The tables are still covered in white linen. But they're now set with bendy glass-bulb vases filled with bright flowers. The dark wooden chair backs have been sanded down to a warm blonde. Some time this summer, Mr. Guest plans to convert the private dining room on the main floor to a casual wine bar with sliding doors that open up to a new patio in the front driveway.

Le Gavroche's new flavours taste just as fresh forward and sunny. The kitchen has embraced an all-local philosophy, which means no more annual lobster festival.

In place of butter-poached lobster salad, the hors d'oeuvre include a baby artichoke and rocket salad tossed with thin slices of ambrosia apples and Harrison hazelnuts all sourced from small local farmers. The old steak tartare, which was also mixed tableside on creaky trundle trolleys, is reinvented in a refreshing Pacific salmon tartare – cleanly cubed, zested up by dill crème fraîche and texturized with crispy caper berries, Pemberton potato crisps and a silky sunny-side-up quail egg.

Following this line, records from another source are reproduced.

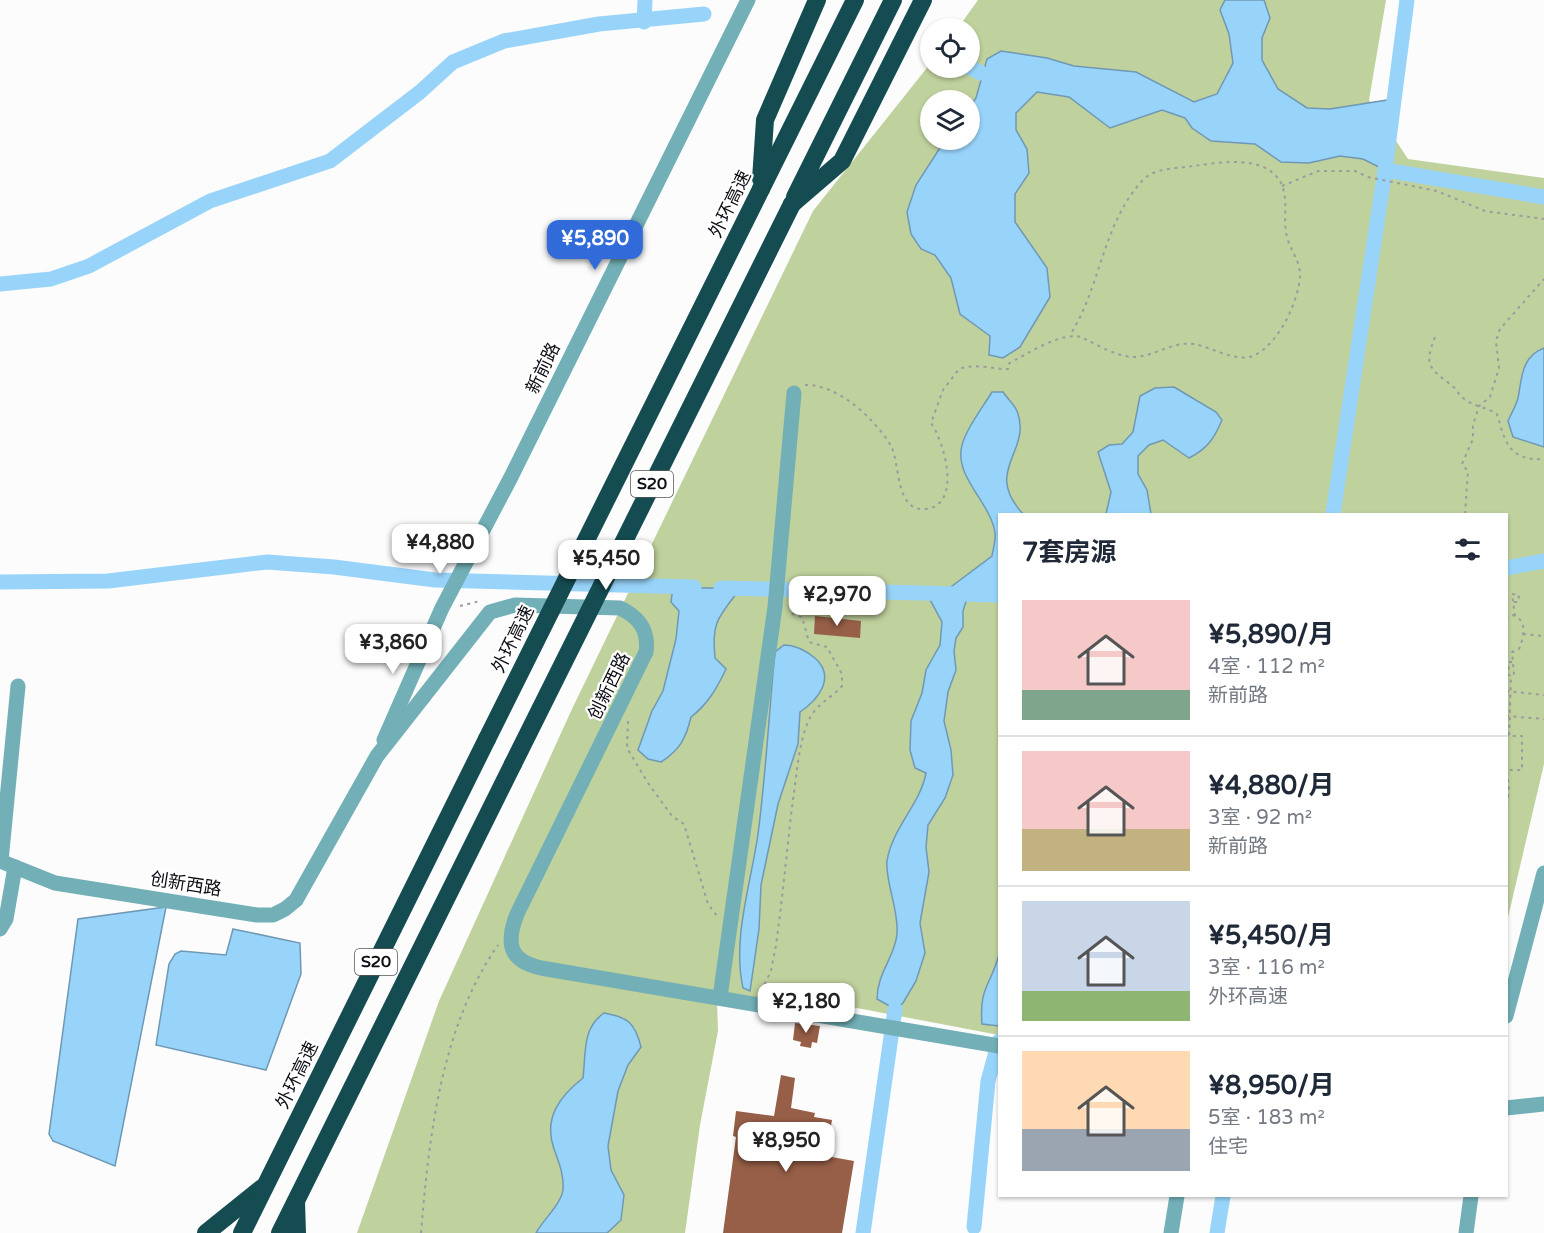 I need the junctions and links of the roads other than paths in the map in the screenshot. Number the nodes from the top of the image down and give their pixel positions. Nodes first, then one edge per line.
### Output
1 (748, 0) edge
2 (817, 0) edge
3 (855, 0) edge
4 (893, 0) edge
5 (923, 0) edge
6 (761, 189) junction
7 (792, 204) junction
8 (794, 393) road end
9 (18, 686) dead end
10 (377, 756) junction
11 (5, 863) edge
12 (1544, 873) edge
13 (0, 929) edge
14 (720, 997) junction
15 (1508, 1008) edge
16 (998, 1046) edge
17 (1544, 1104) edge
18 (1508, 1108) edge
19 (266, 1185) junction
20 (1176, 1197) edge
21 (1471, 1197) edge
22 (296, 1200) junction
23 (206, 1233) edge
24 (242, 1233) edge
25 (280, 1233) edge
26 (297, 1233) edge
27 (1171, 1233) edge
28 (1466, 1233) edge

1 - 10 street, 新前路
2 - 6 highway
3 - 6 highway, 外环高速 / S20
4 - 7 highway, S20
5 - 7 highway
6 - 19 highway, 外环高速 / S20, bridge
7 - 22 highway, S20, bridge
8 - 14 street
9 - 11 street
10 - 11 street, 创新西路
10 - 14 street, 创新西路
11 - 13 street
12 - 15 street
14 - 16 street, 创新西路
17 - 18 street
19 - 23 highway
19 - 24 highway, 外环高速 / S20
20 - 27 street
21 - 28 street
22 - 25 highway, S20
22 - 26 highway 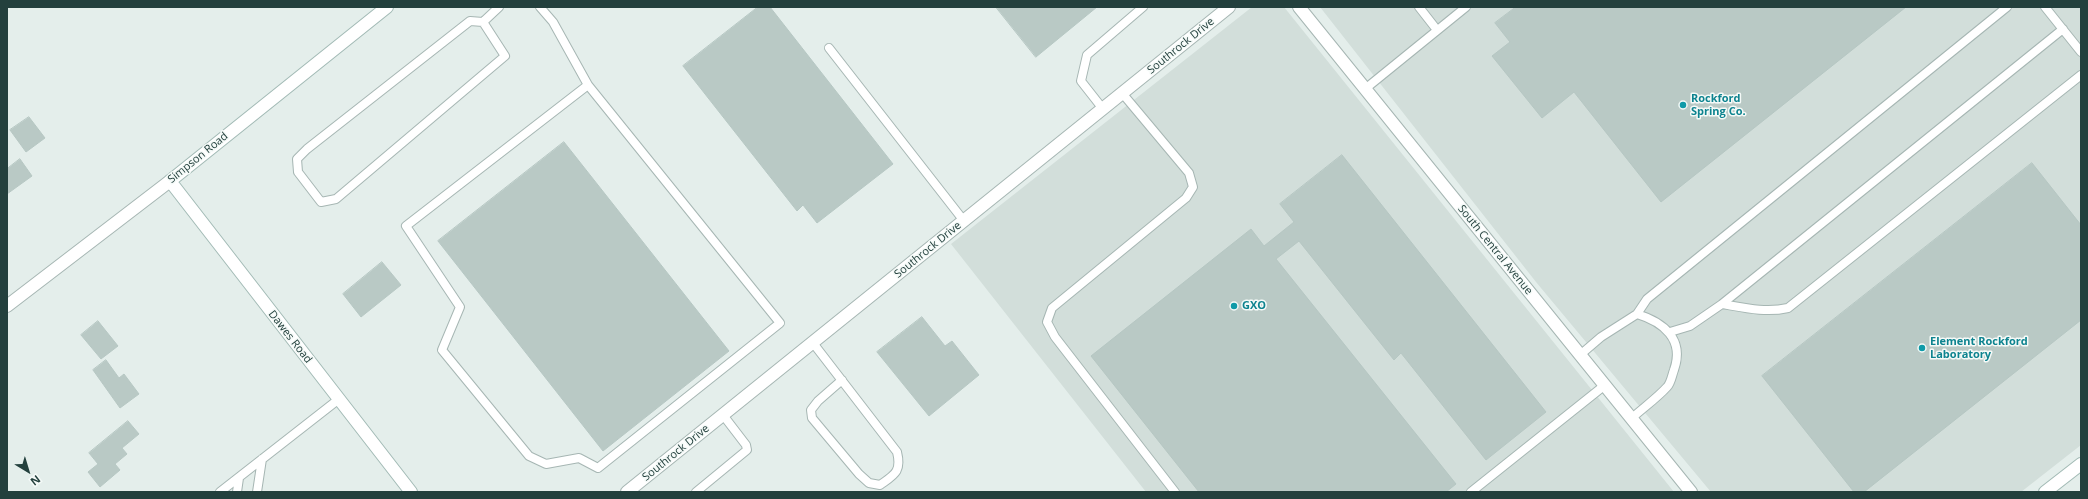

Until the end of April, the restaurant is offering a great value anniversary menu (three courses for two with a bottle of wine for $99). But the best way to experience Mr. Guest's cooking is through his six-course degustation menu ($75 a person), comprised of smaller versions of regular menu items, plus a few additional whistles and bells.

Don't forget to order wine. The restaurant came with half of Mr. Ferreira's magnificent cellar. The tasting menu can be paired with local wines for $35 or stunning Burgundies and Bordeaux for $95.

Although the menu changes weekly (as it should, when the focus is local and seasonal), the format will be similar to the near-perfect dinner I ate earlier this month.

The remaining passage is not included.